The fix here is either freeing up capacity (scaling down something else, adding nodes) or reducing the pending pod’s own resource requests if they’re set higher than actually necessary.

Step 3: check for an unsatisfied node affinity or selector

Events: 0/5 nodes are available: 5 node(s) didn't match
        Pod's node affinity/selector.
kubectl get pod mypod -o yaml | grep -A10 affinity
kubectl get nodes --show-labels

Compare the pod’s affinity rules or nodeSelector against the labels actually present on your nodes — a typo in a label key or value here produces exactly this symptom, with the pod otherwise perfectly schedulable.

Step 4: check for an untolerated taint

Events: 0/5 nodes are available: 5 node(s) had untolerated taint.
kubectl describe nodes | grep Taints

Nodes with taints (commonly used to reserve nodes for specific workloads) reject any pod that doesn’t explicitly declare a matching toleration — add the appropriate toleration to the pod spec, or target untainted nodes instead, depending on whether the taint is intentional infrastructure policy or unexpected.

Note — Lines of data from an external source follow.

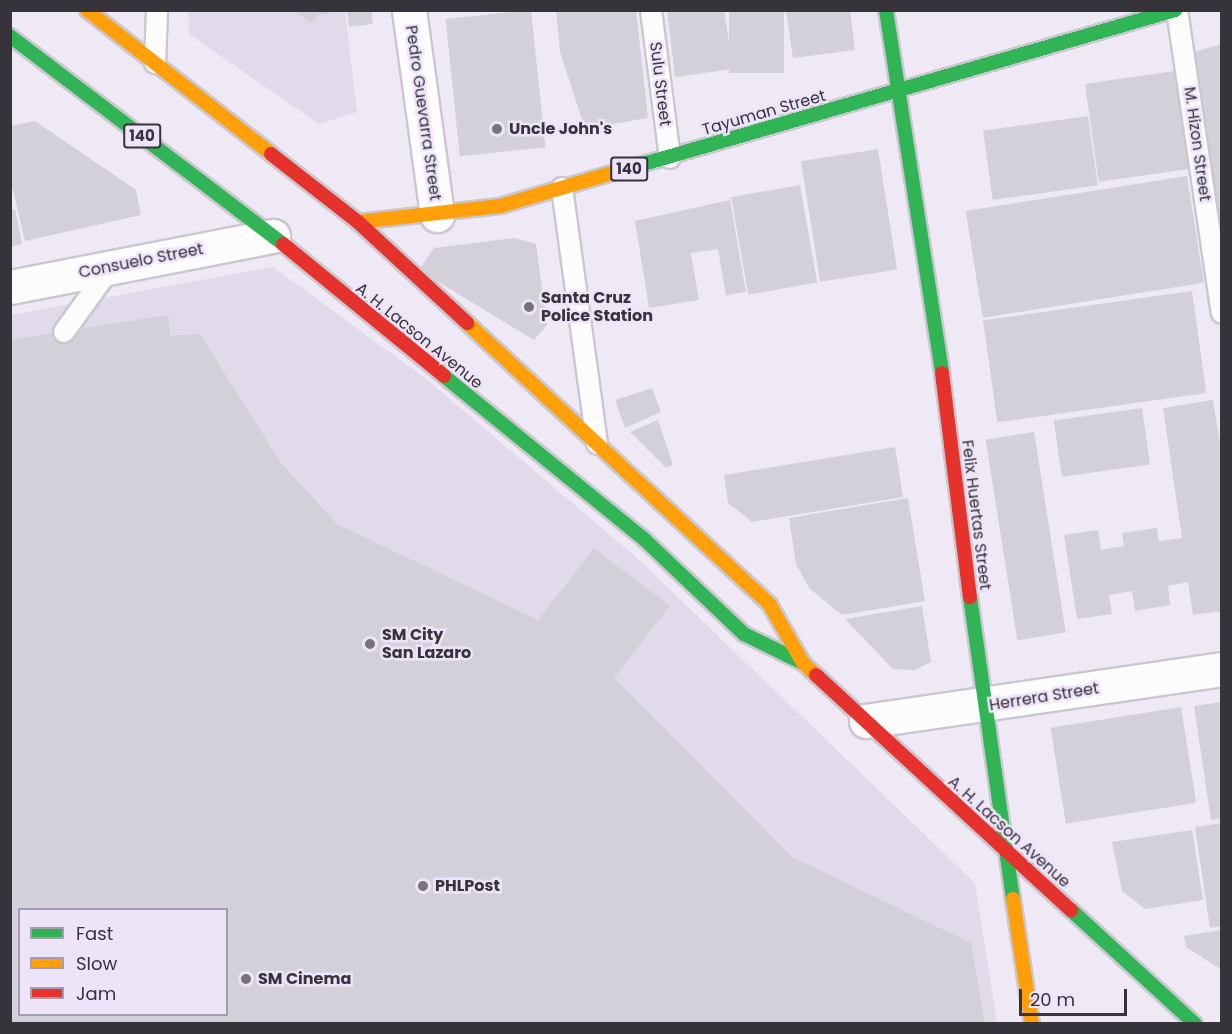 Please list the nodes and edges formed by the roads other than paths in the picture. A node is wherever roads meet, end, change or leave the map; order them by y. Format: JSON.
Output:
{"nodes":[{"id":1,"x":87,"y":10,"type":"edge"},
{"id":2,"x":157,"y":10,"type":"edge"},
{"id":3,"x":409,"y":10,"type":"edge"},
{"id":4,"x":651,"y":10,"type":"edge"},
{"id":5,"x":886,"y":10,"type":"edge"},
{"id":6,"x":1176,"y":10,"type":"edge"},
{"id":7,"x":10,"y":36,"type":"edge"},
{"id":8,"x":155,"y":63,"type":"junction"},
{"id":9,"x":896,"y":93,"type":"junction"},
{"id":10,"x":670,"y":158,"type":"junction"},
{"id":11,"x":562,"y":188,"type":"junction"},
{"id":12,"x":437,"y":215,"type":"junction"},
{"id":13,"x":358,"y":222,"type":"junction"},
{"id":14,"x":273,"y":236,"type":"junction"},
{"id":15,"x":111,"y":267,"type":"junction"},
{"id":16,"x":10,"y":287,"type":"edge"},
{"id":17,"x":1221,"y":312,"type":"edge"},
{"id":18,"x":64,"y":332,"type":"dead end"},
{"id":19,"x":597,"y":444,"type":"junction"},
{"id":20,"x":803,"y":663,"type":"junction"},
{"id":21,"x":1221,"y":669,"type":"edge"},
{"id":22,"x":984,"y":706,"type":"junction"},
{"id":23,"x":866,"y":721,"type":"junction"},
{"id":24,"x":1005,"y":850,"type":"junction"},
{"id":25,"x":1032,"y":1023,"type":"edge"},
{"id":26,"x":1195,"y":1023,"type":"edge"}],
"edges":[{"from":1,"to":8,"type":"main road","name":"A. H. Lacson Avenue"},
{"from":2,"to":8,"type":"lane"},
{"from":3,"to":12,"type":"street","name":"Pedro Guevarra Street"},
{"from":4,"to":10,"type":"lane","name":"Sulu Street"},
{"from":5,"to":9,"type":"main road","name":"Felix Huertas Street"},
{"from":6,"to":9,"type":"main road","name":"Tayuman Street","number":"140"},
{"from":6,"to":17,"type":"lane","name":"M. Hizon Street"},
{"from":7,"to":14,"type":"main road","name":"A. H. Lacson Avenue","number":"140"},
{"from":8,"to":13,"type":"main road","name":"A. H. Lacson Avenue"},
{"from":9,"to":10,"type":"main road","name":"Tayuman Street","number":"140"},
{"from":9,"to":22,"type":"main road","name":"Felix Huertas Street"},
{"from":10,"to":11,"type":"main road","name":"Tayuman Street","number":"140"},
{"from":11,"to":12,"type":"main road","name":"Tayuman Street","number":"140"},
{"from":11,"to":19,"type":"lane"},
{"from":12,"to":13,"type":"main road","name":"Tayuman Street","number":"140"},
{"from":13,"to":19,"type":"main road","name":"A. H. Lacson Avenue"},
{"from":14,"to":15,"type":"street","name":"Consuelo Street"},
{"from":14,"to":20,"type":"main road","name":"A. H. Lacson Avenue","number":"140"},
{"from":15,"to":16,"type":"street","name":"Consuelo Street"},
{"from":15,"to":18,"type":"lane"},
{"from":19,"to":20,"type":"main road","name":"A. H. Lacson Avenue"},
{"from":20,"to":23,"type":"main road","name":"A. H. Lacson Avenue","number":"140"},
{"from":21,"to":22,"type":"street","name":"Herrera Street"},
{"from":22,"to":23,"type":"street","name":"Herrera Street"},
{"from":22,"to":24,"type":"main road","name":"Felix Huertas Street"},
{"from":23,"to":24,"type":"main road","name":"A. H. Lacson Avenue"},
{"from":24,"to":25,"type":"main road","name":"Felix Huertas Street"},
{"from":24,"to":26,"type":"main road","name":"A. H. Lacson Avenue"}]}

Step 5: check for a PersistentVolumeClaim that can’t be satisfied

kubectl get pvc
kubectl describe pvc mypvc

A pod requiring a PersistentVolumeClaim that itself can’t be bound (no matching PersistentVolume, or a StorageClass provisioning failure) will show the pod stuck Pending even though the compute resources it needs are otherwise perfectly available — a storage-side rather than scheduling-side cause.

Step 6: check for pod topology spread constraints being too strict

kubectl get pod mypod -o yaml | grep -A10 topologySpreadConstraints

Overly strict topology spread rules (requiring pods to be evenly distributed across zones or nodes in ways the current cluster topology can’t satisfy) can produce a Pending state that looks like a resource problem but is actually a distribution-constraint problem.

Step 7: check the scheduler’s own logs for additional context, in rare unclear cases

kubectl logs -n kube-system -l component=kube-scheduler

Useful when describe pod’s events don’t clearly explain the failure — the scheduler’s own logs occasionally provide more detail than what’s surfaced to pod events directly.

Why reading events first beats guessing at the cause

Kubernetes’ scheduler is explicit and specific about why it rejected every node for a given pod — the events section of kubectl describe pod names the actual constraint that couldn’t be satisfied directly, in nearly every case. Troubleshooting resource limits, then affinity, then taints, in sequence without first reading what the scheduler itself already reported wastes time re-deriving information Kubernetes already handed you directly.